I made 12 cupcakes for a potluck/house-warming party. Making cupcakes isn't supposed to give you a heart attack. It's supposed to be pleasant, contemplative, and therapeutic. When I chose to make Fauxstess Cupcakes from the lovely Ms. Moskowitz's Vegan With A Vengeance, I didn't know that I was choosing to make the most complicated cupcake of my life in front of an audience of 30 curious, omniverous, alcohol-drinking party guests.
Let me back up a bit. I was going to make the Lime Cocounut cupcakes from Vegan Cupcakes Take Over the World--which I have made before with great success--but all of my books have been shipped off ahead of me to San Francisco with the rest of my tangible life. Fortunately, my Mom continues to surprise me; she produced a crisp copy of VwaV that she recently got off amazon.com. (I don't know if any other vegans out there have a hard time eating with their families, but I'm grateful that I don't.) She then expressed her faith in my ability to create anything edible by recommending that I simply grab a baguette and a jar of bruschetta sauce from Stop 'n' Shop.

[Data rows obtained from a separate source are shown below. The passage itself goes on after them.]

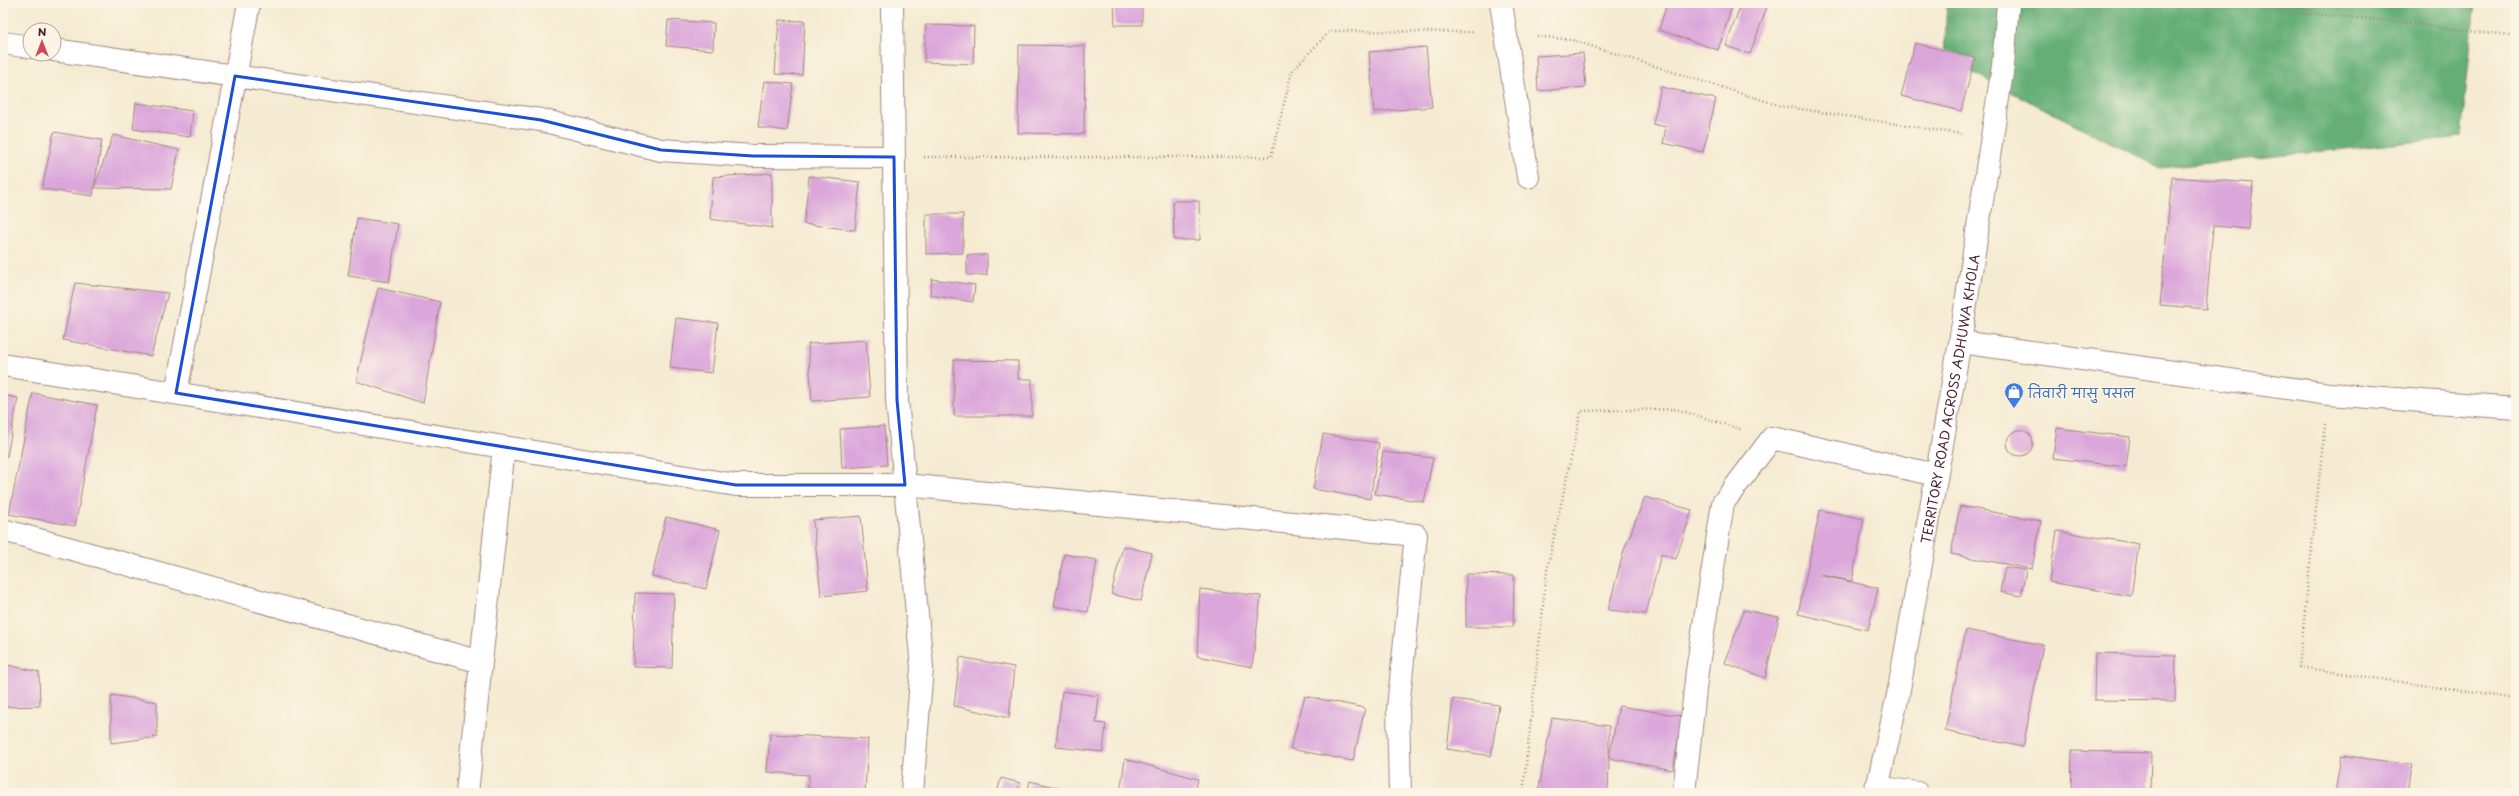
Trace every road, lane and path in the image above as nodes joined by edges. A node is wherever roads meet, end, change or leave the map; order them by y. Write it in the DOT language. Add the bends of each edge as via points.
graph roads {
  1 [pos="249,3"];
  2 [pos="892,3"];
  3 [pos="1501,3"];
  4 [pos="2008,3"];
  5 [pos="2186,3"];
  6 [pos="1506,32"];
  7 [pos="2516,38"];
  8 [pos="3,43"];
  9 [pos="22,46"];
  10 [pos="62,51"];
  11 [pos="235,76"];
  12 [pos="1991,139"];
  13 [pos="894,157"];
  14 [pos="1528,176"];
  15 [pos="1960,342"];
  16 [pos="3,365"];
  17 [pos="176,393"];
  18 [pos="2329,394"];
  19 [pos="2516,408"];
  20 [pos="1772,438"];
  21 [pos="504,447"];
  22 [pos="1936,475"];
  23 [pos="904,485"];
  24 [pos="3,530"];
  25 [pos="481,662"];
  26 [pos="2516,699"];
  27 [pos="1876,790"];
  28 [pos="467,793"];
  29 [pos="912,793"];
  30 [pos="1400,793"];
  31 [pos="1523,793"];
  32 [pos="1684,793"];
  33 [pos="1917,793"];
  1 -- 11 [label="street"];
  2 -- 13 [label="street"];
  3 -- 6 [label="street"];
  4 -- 12 [label="street, TERRITORY ROAD ACROSS ADHUWA KHOLA" via="2003,66"];
  5 -- 7 [label="path" via="2393,21"];
  6 -- 12 [label="path" via="1572,40 1781,106"];
  6 -- 13 [label="path" via="1330,31 1292,71 1271,157"];
  6 -- 14 [label="street"];
  8 -- 9 [label="street"];
  10 -- 11 [label="street"];
  11 -- 13 [label="street" via="541,120 661,150 753,156"];
  11 -- 17 [label="street"];
  12 -- 15 [label="street, TERRITORY ROAD ACROSS ADHUWA KHOLA"];
  13 -- 23 [label="street" via="897,400"];
  15 -- 18 [label="street"];
  15 -- 22 [label="street, TERRITORY ROAD ACROSS ADHUWA KHOLA"];
  16 -- 17 [label="street"];
  17 -- 21 [label="street"];
  18 -- 19 [label="street"];
  18 -- 26 [label="path" via="2299,667"];
  20 -- 22 [label="street"];
  20 -- 31 [label="path" via="1676,409 1581,411 1547,570"];
  20 -- 32 [label="street" via="1724,503 1697,671"];
  21 -- 23 [label="street" via="736,485"];
  21 -- 25 [label="street"];
  22 -- 27 [label="street, TERRITORY ROAD ACROSS ADHUWA KHOLA" via="1898,695"];
  23 -- 29 [label="street" via="922,666"];
  23 -- 30 [label="street" via="1416,534 1398,708"];
  24 -- 25 [label="street"];
  25 -- 28 [label="street"];
  27 -- 33 [label="street"];
}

I believe that the nature of the things that you create is affected by the energy that you put into making them. If you put a lot of effort into creating something, the results will usually reflect that effort in some way. The creation may be flawed, or ugly, but it will have a soul. A supermarket baguette and a jar of sauce do not have souls.
Similarly, I believe that the effort you put into a potluck contribution reflects your respect for your fellow guests. If I throw down a dozen Dunkin' Donuts on the potluck table, I may as well turn around and piss in the punchbowl. Also, protocol dictates that you arrive with your creation in-hand, offer it to the host, and then mingle with everyone else, mutually admiring the contributions peripherally while focusing on interpersonal interaction. You shouldn't destroy your host's kitchen by making your contribution on-site, while the party is in full-swing. That's what I did.
I had spent the day helping my hosts clean their apartment and fetching party supplies and groceries. I also drove all over Fairfield county looking for a sifter, an electric beater, and a pastry bag. I had planned to have the cupcakes done before the guests started arriving, but I had barely got the batter into liners when they started to roll in. An hour later I was struggling with a separating ganache while loud people were tearing apart a chicken carcass beside me. (Rabbitt is vegetarian, so his thoughtful in-laws saw it fit to bring a roasted chicken to his potluck.)
In the end, I succeeded. The sink was filled with messy flour and frosting and filling, but it was impossible to do the dishes in their crowded kitchen. From that wasteland I emerged holding the fruit of my scrutinized labor aloft on a cutting board, and in a final flourish of drama, spilled three of them onto the floor.
Whatever. They were good, if ugly. Best of all, they didn't seem to have absorbed any of my stress, frustration, or self-consciousness.